Given entries
== Segment start ==

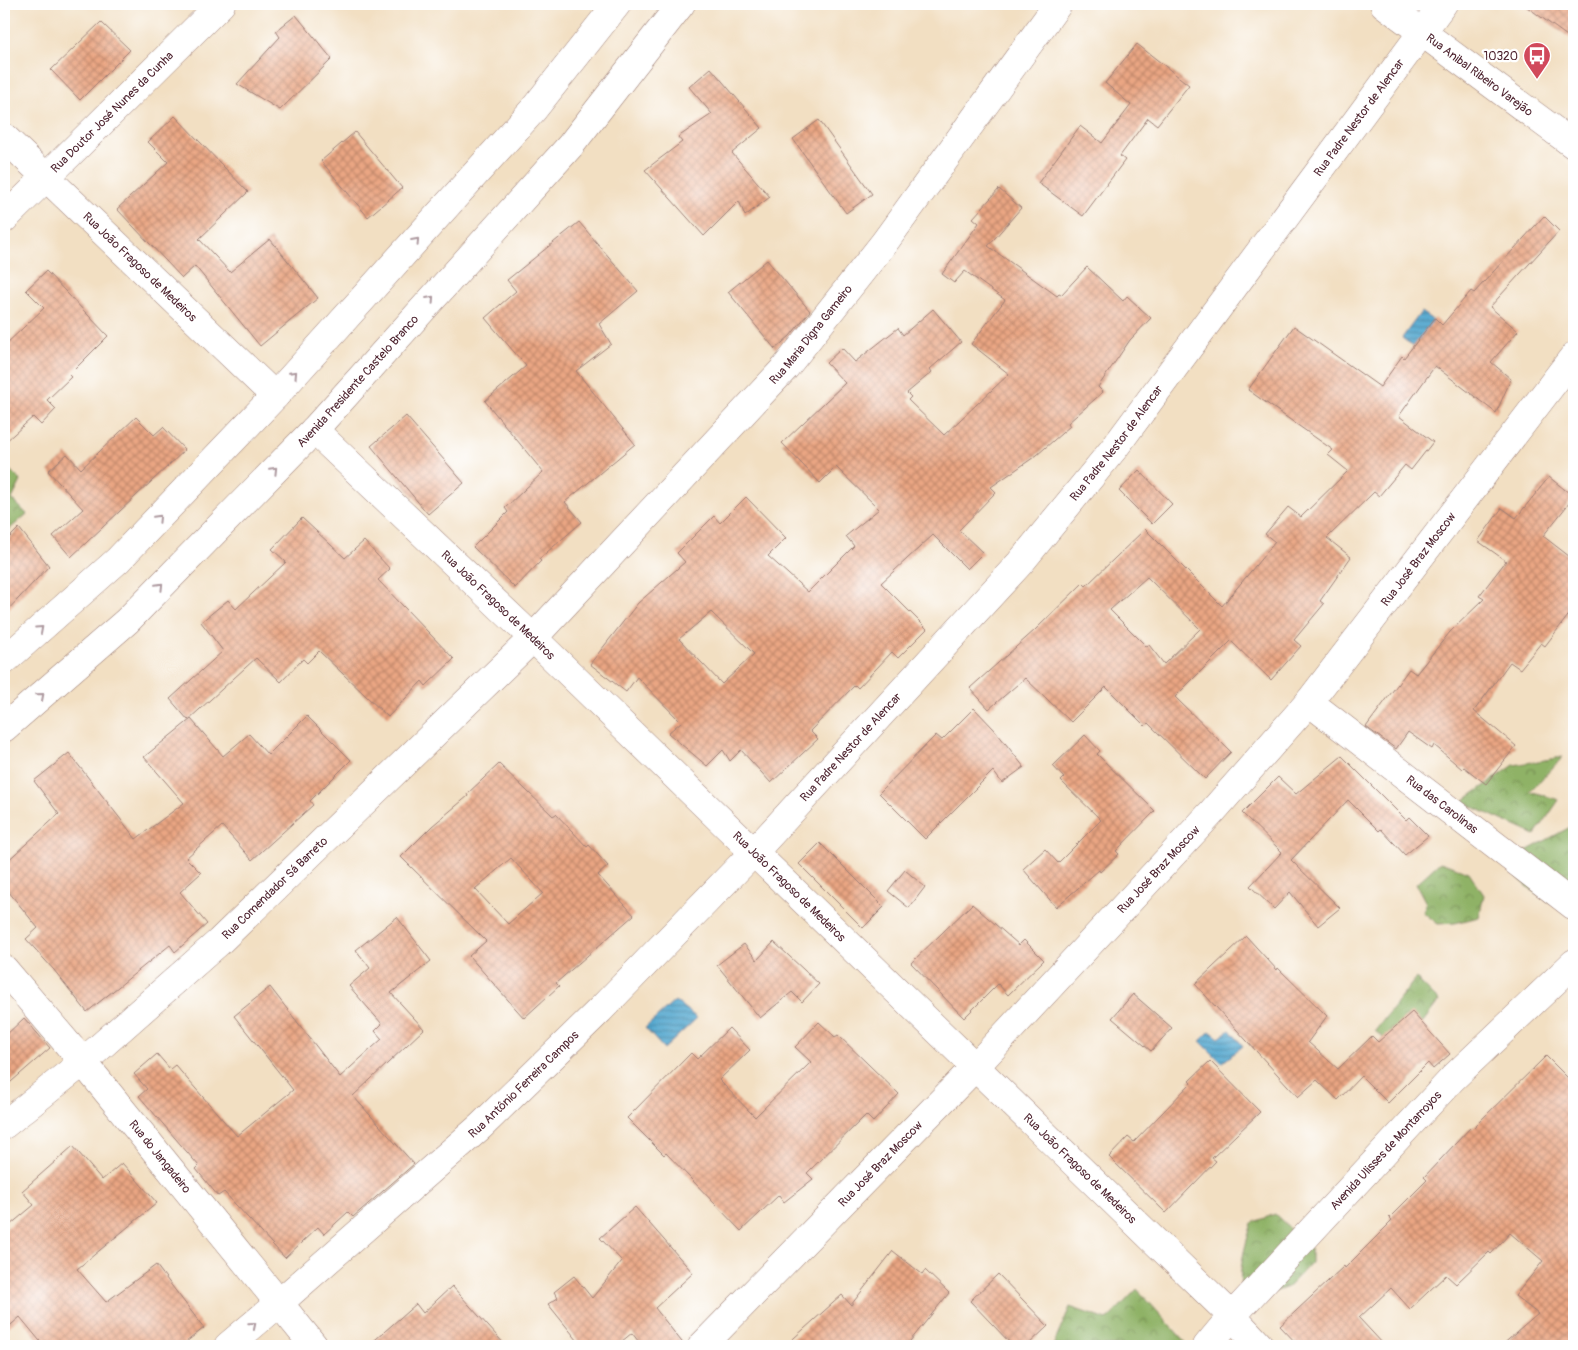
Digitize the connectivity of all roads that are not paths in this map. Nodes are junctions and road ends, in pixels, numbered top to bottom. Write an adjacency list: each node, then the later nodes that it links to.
1 (221, 4): 10 (street, Rua Doutor José Nunes da Cunha)
2 (617, 4): 13 (street, one-way to 2)
3 (681, 4): 14 (street, Avenida Presidente Castelo Branco, one-way to 3)
4 (1058, 4): 15 (street, Rua Maria Digna Gameiro)
5 (1384, 4): 7 (street, Rua Anibal Ribeiro Varejão)
6 (1443, 4): 7 (street, Rua Padre Nestor de Alencar)
7 (1423, 32): 9 (street, Rua Anibal Ribeiro Varejão); 19 (street, Rua Padre Nestor de Alencar)
8 (4, 137): 10 (street, Rua João Fragoso de Medeiros)
9 (1574, 144)
10 (46, 178): 11 (street, Rua Doutor José Nunes da Cunha); 13 (street, Rua João Fragoso de Medeiros)
11 (4, 219)
12 (1574, 356): 17 (street, Rua José Braz Moscow)
13 (274, 396): 16 (street, one-way to 13)
14 (314, 430): 15 (street, Rua João Fragoso de Medeiros); 18 (street, Avenida Presidente Castelo Branco, one-way to 14)
15 (533, 638): 19 (street, Rua João Fragoso de Medeiros); 23 (street, Rua Comendador Sá Barreto)
16 (4, 662)
17 (1309, 702): 20 (street, Rua das Carolinas); 24 (street, Rua José Braz Moscow)
18 (4, 728)
19 (754, 852): 24 (street, Rua João Fragoso de Medeiros); 26 (street, Rua Antônio Ferreira Campos)
20 (1574, 906)
21 (1574, 963): 27 (street, Avenida Ulisses de Montarroyos)
22 (4, 969): 23 (street, Rua do Jangadeiro)
23 (83, 1062): 25 (street, Rua Comendador Sá Barreto); 26 (street, Rua do Jangadeiro)
24 (975, 1067): 27 (street, Rua João Fragoso de Medeiros); 30 (street, Rua José Braz Moscow)
25 (4, 1125)
26 (279, 1303): 28 (street, Rua Antônio Ferreira Campos, one-way to 26); 29 (street, Rua do Jangadeiro)
27 (1232, 1316): 31 (street, Avenida Ulisses de Montarroyos); 32 (street, Rua João Fragoso de Medeiros)
28 (228, 1346)
29 (314, 1346)
30 (702, 1346)
31 (1207, 1346)
32 (1260, 1346)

== Segment end ==

What is required
With the pictures stripped out, return each record word for word.

Solution below
Digitize the connectivity of all roads that are not paths in this map. Nodes are junctions and road ends, in pixels, numbered top to bottom. Write an adjacency list: each node, then the later nodes that it links to.
1 (221, 4): 10 (street, Rua Doutor José Nunes da Cunha)
2 (617, 4): 13 (street, one-way to 2)
3 (681, 4): 14 (street, Avenida Presidente Castelo Branco, one-way to 3)
4 (1058, 4): 15 (street, Rua Maria Digna Gameiro)
5 (1384, 4): 7 (street, Rua Anibal Ribeiro Varejão)
6 (1443, 4): 7 (street, Rua Padre Nestor de Alencar)
7 (1423, 32): 9 (street, Rua Anibal Ribeiro Varejão); 19 (street, Rua Padre Nestor de Alencar)
8 (4, 137): 10 (street, Rua João Fragoso de Medeiros)
9 (1574, 144)
10 (46, 178): 11 (street, Rua Doutor José Nunes da Cunha); 13 (street, Rua João Fragoso de Medeiros)
11 (4, 219)
12 (1574, 356): 17 (street, Rua José Braz Moscow)
13 (274, 396): 16 (street, one-way to 13)
14 (314, 430): 15 (street, Rua João Fragoso de Medeiros); 18 (street, Avenida Presidente Castelo Branco, one-way to 14)
15 (533, 638): 19 (street, Rua João Fragoso de Medeiros); 23 (street, Rua Comendador Sá Barreto)
16 (4, 662)
17 (1309, 702): 20 (street, Rua das Carolinas); 24 (street, Rua José Braz Moscow)
18 (4, 728)
19 (754, 852): 24 (street, Rua João Fragoso de Medeiros); 26 (street, Rua Antônio Ferreira Campos)
20 (1574, 906)
21 (1574, 963): 27 (street, Avenida Ulisses de Montarroyos)
22 (4, 969): 23 (street, Rua do Jangadeiro)
23 (83, 1062): 25 (street, Rua Comendador Sá Barreto); 26 (street, Rua do Jangadeiro)
24 (975, 1067): 27 (street, Rua João Fragoso de Medeiros); 30 (street, Rua José Braz Moscow)
25 (4, 1125)
26 (279, 1303): 28 (street, Rua Antônio Ferreira Campos, one-way to 26); 29 (street, Rua do Jangadeiro)
27 (1232, 1316): 31 (street, Avenida Ulisses de Montarroyos); 32 (street, Rua João Fragoso de Medeiros)
28 (228, 1346)
29 (314, 1346)
30 (702, 1346)
31 (1207, 1346)
32 (1260, 1346)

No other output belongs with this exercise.